Generate random UTF-8 string in Python

Question

I'd like to test the Unicode handling of my code. Is there anything I can put in random.choice() to select from the entire Unicode range, preferably not an external module? Neither Google nor StackOverflow seems to have an answer.
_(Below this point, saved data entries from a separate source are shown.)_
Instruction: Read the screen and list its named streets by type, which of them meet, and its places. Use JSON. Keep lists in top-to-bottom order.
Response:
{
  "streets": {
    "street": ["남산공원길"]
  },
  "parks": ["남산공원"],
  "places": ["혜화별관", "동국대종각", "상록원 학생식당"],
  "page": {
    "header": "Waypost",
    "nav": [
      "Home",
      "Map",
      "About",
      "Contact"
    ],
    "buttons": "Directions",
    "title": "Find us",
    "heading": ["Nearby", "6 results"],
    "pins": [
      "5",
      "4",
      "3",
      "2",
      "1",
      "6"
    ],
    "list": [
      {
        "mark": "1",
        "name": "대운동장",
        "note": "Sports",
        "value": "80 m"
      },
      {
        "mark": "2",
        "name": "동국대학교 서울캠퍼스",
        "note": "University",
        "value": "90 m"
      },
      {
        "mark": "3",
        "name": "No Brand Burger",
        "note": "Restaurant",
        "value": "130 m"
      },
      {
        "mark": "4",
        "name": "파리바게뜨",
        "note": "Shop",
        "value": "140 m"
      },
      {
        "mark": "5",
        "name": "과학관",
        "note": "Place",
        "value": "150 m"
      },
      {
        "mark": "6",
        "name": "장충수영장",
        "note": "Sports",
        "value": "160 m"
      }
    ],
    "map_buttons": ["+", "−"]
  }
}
Edit: It looks like this is more complex than expected, so I'll rephrase the question - Is the following code sufficient to generate all valid non-control characters in Unicode?

unicode_glyphs = ''.join(
    unichr(char)
    for char in xrange(1114112) # 0x10ffff + 1
    if unicodedata.category(unichr(char))[0] in ('LMNPSZ')
    )

It might help if you were to give some more detail on "test the Unicode handling of my code" and explain what is the part that generating random UTF-8 strings has to play in that testing, and what you regard as "the entire Unicode range" (16 bits? 21 bits? non-surrogate code-points? valid chars (e.g. not U+FFFF)?). Do you trust the Python UTF-8 codec, or do you need to test that too? Python 2.X or 3.X or both? — John Machin, Sep 25 '09 at 23:10
The goal is to accept any printable, valid Unicode code points (characters) as input for a web interface in Python 2.6. — l0b0, Sep 28 '09 at 16:05
2021 updated link to the table of General Unicode Codepoint Category Values: https://www.unicode.org/reports/tr44/#GC_Values_Table — Matthew Willcockson, Dec 18 '21 at 01:22

Jacob Wan · Answer 1 · 2015-07-23T21:37:23.177

People may find their way here based mainly on the question title, so here's a way to generate a random string containing a variety of Unicode characters. To include more (or fewer) possible characters, just extend that part of the example with the code point ranges that you want.

import random

def get_random_unicode(length):

    try:
        get_char = unichr
    except NameError:
        get_char = chr

    # Update this to include code point ranges to be sampled
    include_ranges = [
        ( 0x0021, 0x0021 ),
        ( 0x0023, 0x0026 ),
        ( 0x0028, 0x007E ),
        ( 0x00A1, 0x00AC ),
        ( 0x00AE, 0x00FF ),
        ( 0x0100, 0x017F ),
        ( 0x0180, 0x024F ),
        ( 0x2C60, 0x2C7F ),
        ( 0x16A0, 0x16F0 ),
        ( 0x0370, 0x0377 ),
        ( 0x037A, 0x037E ),
        ( 0x0384, 0x038A ),
        ( 0x038C, 0x038C ),
    ]

    alphabet = [
        get_char(code_point) for current_range in include_ranges
            for code_point in range(current_range[0], current_range[1] + 1)
    ]
    return ''.join(random.choice(alphabet) for i in range(length))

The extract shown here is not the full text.